====== Data extract

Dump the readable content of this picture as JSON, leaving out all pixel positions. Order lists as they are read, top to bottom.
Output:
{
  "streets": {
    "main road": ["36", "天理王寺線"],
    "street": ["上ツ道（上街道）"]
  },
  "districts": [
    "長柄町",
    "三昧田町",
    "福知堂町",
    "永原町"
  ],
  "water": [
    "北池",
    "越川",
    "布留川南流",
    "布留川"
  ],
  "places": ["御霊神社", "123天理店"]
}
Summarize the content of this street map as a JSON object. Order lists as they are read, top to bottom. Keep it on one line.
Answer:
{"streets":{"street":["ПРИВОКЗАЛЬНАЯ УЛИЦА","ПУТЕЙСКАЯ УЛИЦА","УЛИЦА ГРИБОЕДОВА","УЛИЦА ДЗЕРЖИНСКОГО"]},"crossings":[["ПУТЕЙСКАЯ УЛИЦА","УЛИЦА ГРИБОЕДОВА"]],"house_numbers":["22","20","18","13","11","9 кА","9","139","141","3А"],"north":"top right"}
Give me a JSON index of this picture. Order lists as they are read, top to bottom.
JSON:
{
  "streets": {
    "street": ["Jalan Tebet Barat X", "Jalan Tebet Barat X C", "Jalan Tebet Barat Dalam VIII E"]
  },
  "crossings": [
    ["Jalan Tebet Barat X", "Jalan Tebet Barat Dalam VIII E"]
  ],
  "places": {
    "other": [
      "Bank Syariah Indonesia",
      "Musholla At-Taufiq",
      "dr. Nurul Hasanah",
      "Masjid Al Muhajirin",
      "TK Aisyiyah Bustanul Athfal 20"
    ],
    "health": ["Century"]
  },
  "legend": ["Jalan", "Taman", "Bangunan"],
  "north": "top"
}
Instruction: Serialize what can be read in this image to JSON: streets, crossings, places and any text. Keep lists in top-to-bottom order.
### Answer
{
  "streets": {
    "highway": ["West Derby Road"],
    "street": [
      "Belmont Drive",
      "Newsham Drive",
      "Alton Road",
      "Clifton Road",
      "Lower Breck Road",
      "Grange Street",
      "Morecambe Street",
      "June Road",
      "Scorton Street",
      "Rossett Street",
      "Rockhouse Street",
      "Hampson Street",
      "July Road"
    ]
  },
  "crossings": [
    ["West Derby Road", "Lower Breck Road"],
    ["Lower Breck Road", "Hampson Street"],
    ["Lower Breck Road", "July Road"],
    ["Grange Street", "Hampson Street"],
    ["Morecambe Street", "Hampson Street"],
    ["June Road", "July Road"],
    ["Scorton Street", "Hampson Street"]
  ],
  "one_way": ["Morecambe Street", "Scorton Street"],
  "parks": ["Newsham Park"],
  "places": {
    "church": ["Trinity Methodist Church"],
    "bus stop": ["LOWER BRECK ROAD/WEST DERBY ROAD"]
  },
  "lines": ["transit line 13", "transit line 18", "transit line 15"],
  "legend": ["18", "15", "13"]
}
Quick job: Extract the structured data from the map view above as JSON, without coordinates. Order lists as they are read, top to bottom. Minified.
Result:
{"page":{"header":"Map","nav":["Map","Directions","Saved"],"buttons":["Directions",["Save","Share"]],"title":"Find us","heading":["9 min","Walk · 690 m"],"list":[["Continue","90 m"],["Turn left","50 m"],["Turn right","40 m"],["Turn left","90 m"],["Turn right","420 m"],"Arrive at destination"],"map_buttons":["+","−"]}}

============

● Task prompt
Among the lines above, find those that contain the word "read" and copy them.

● Answer to the problem
Dump the readable content of this picture as JSON, leaving out all pixel positions. Order lists as they are read, top to bottom.
Summarize the content of this street map as a JSON object. Order lists as they are read, top to bottom. Keep it on one line.
Give me a JSON index of this picture. Order lists as they are read, top to bottom.
Instruction: Serialize what can be read in this image to JSON: streets, crossings, places and any text. Keep lists in top-to-bottom order.
Quick job: Extract the structured data from the map view above as JSON, without coordinates. Order lists as they are read, top to bottom. Minified.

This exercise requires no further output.